Ёб твою мать, и колени до мяса содраны! Даже представить не могу, что там в лесу между ними происходило!
Снимаю с себя футболку, с остервенением рву на тряпки. Опять опускаюсь вниз. Ищу в аптечке то, что мне нужно. Как могу обрабатываю рану и закрываю подложкой из бинта.
— Привстань немного, — бинтом из другой упаковки заматываю ногу по кругу в районе бедра, делаю сверху плотную повязку из своей футболки.
— Ну-ка погоди…
Вспоминаю, что в багажнике есть одеяло, забираю его оттуда и возвращаюсь к ней.
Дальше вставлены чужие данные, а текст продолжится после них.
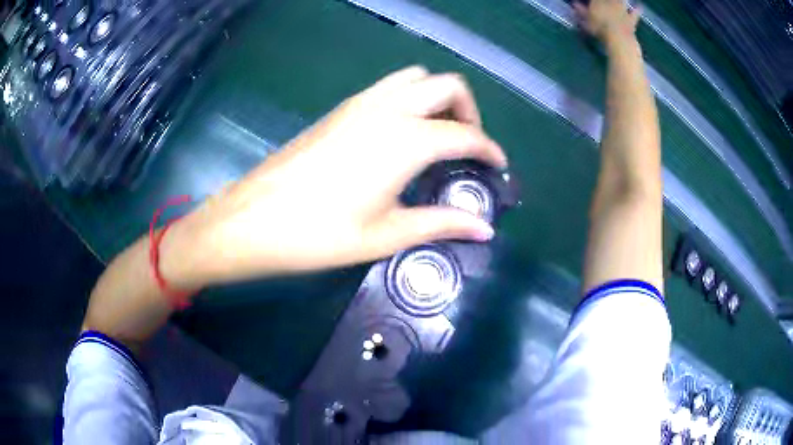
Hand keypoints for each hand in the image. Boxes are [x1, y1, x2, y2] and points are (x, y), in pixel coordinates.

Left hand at [165, 66, 507, 287]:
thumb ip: (441, 224)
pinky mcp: (341, 108)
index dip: (489, 149)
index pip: (465, 134)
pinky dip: (410, 98)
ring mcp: (361, 103)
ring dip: (437, 98)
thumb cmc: (319, 234)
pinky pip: (389, 87)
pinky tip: (402, 134)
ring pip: (416, 78)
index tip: (497, 165)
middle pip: (446, 85)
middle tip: (466, 146)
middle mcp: (388, 109)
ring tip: (437, 135)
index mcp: (406, 140)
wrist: (254, 220)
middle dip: (468, 110)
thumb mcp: (387, 235)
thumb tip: (485, 230)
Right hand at [573, 0, 640, 43]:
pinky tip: (639, 6)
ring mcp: (621, 10)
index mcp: (597, 2)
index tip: (593, 1)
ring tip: (627, 1)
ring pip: (621, 1)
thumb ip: (581, 12)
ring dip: (622, 1)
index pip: (595, 0)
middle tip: (608, 0)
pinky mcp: (631, 19)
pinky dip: (637, 10)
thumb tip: (574, 4)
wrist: (618, 39)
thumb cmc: (600, 29)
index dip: (595, 1)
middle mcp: (610, 3)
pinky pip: (635, 13)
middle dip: (607, 0)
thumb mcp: (586, 22)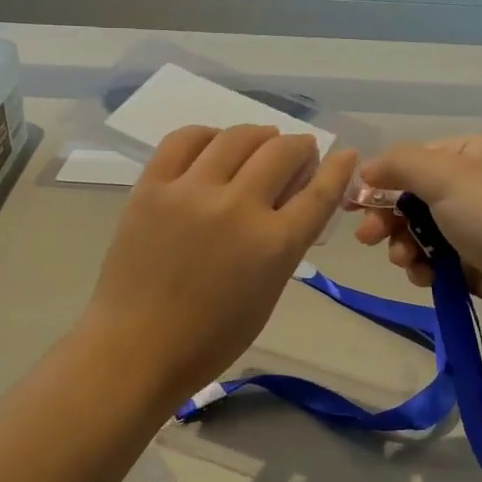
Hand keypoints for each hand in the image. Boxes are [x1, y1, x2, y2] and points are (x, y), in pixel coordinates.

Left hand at [83, 125, 356, 396]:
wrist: (136, 347)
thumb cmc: (210, 337)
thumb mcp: (268, 294)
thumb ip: (285, 243)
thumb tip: (293, 199)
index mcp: (274, 245)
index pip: (319, 192)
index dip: (338, 168)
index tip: (345, 154)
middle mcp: (238, 207)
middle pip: (281, 153)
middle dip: (299, 146)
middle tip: (298, 151)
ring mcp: (191, 192)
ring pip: (236, 137)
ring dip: (259, 134)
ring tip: (261, 140)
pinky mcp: (152, 187)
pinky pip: (184, 139)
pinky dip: (207, 134)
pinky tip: (214, 142)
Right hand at [351, 133, 481, 340]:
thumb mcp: (444, 176)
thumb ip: (399, 165)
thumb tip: (366, 169)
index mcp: (472, 153)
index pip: (413, 160)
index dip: (381, 180)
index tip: (353, 204)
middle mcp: (475, 184)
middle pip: (412, 197)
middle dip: (388, 218)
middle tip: (368, 239)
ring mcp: (478, 225)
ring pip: (420, 231)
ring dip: (404, 245)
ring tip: (405, 261)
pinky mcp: (478, 262)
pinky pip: (437, 259)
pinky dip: (424, 267)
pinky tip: (425, 277)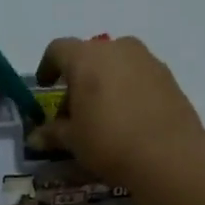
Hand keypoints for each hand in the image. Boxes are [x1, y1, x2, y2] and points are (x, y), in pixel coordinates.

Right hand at [30, 36, 204, 185]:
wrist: (169, 155)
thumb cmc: (109, 142)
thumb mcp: (73, 141)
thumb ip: (52, 133)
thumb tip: (35, 137)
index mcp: (86, 58)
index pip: (57, 49)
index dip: (47, 66)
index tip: (45, 86)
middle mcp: (117, 49)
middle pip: (89, 56)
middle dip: (78, 79)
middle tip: (74, 110)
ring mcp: (147, 60)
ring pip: (116, 64)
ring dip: (104, 83)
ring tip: (103, 115)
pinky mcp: (168, 76)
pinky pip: (138, 76)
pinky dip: (127, 89)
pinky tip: (128, 118)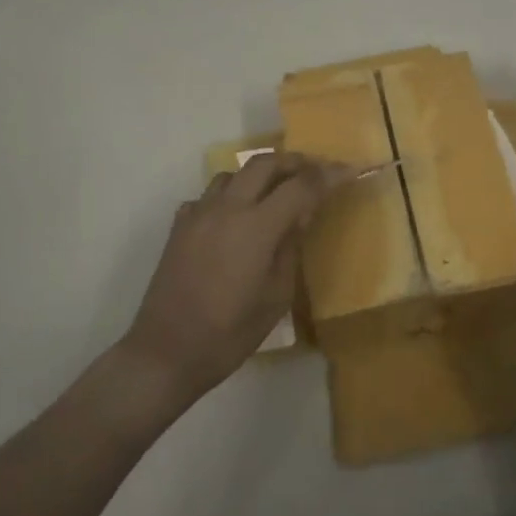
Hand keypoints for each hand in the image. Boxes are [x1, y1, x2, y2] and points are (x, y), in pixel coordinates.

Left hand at [119, 152, 346, 409]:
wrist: (165, 353)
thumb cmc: (229, 334)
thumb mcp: (275, 297)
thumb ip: (290, 248)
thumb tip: (301, 215)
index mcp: (256, 227)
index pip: (301, 186)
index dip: (329, 175)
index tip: (350, 170)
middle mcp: (227, 208)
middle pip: (265, 164)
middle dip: (294, 162)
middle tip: (315, 173)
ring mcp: (199, 214)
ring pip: (234, 173)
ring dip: (259, 175)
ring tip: (275, 192)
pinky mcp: (180, 226)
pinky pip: (209, 195)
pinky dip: (230, 196)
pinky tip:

— Давай, так согреешься быстрее, — упаковываю ее в плед, захлопываю аптечку, закрываю дверь и занимаю водительское сиденье.
— Очень на меня злишься? — шелестит минут сорок спустя, первой нарушая почти тишину. «Почти» потому что дождь никак не уймется. Все также лубцует по стеклам и борется с дворниками. Но оно и к лучшему, шумит фоном, перекрывая обоюдное молчание.
— А сама как думаешь?! — переставляю печку на другой режим.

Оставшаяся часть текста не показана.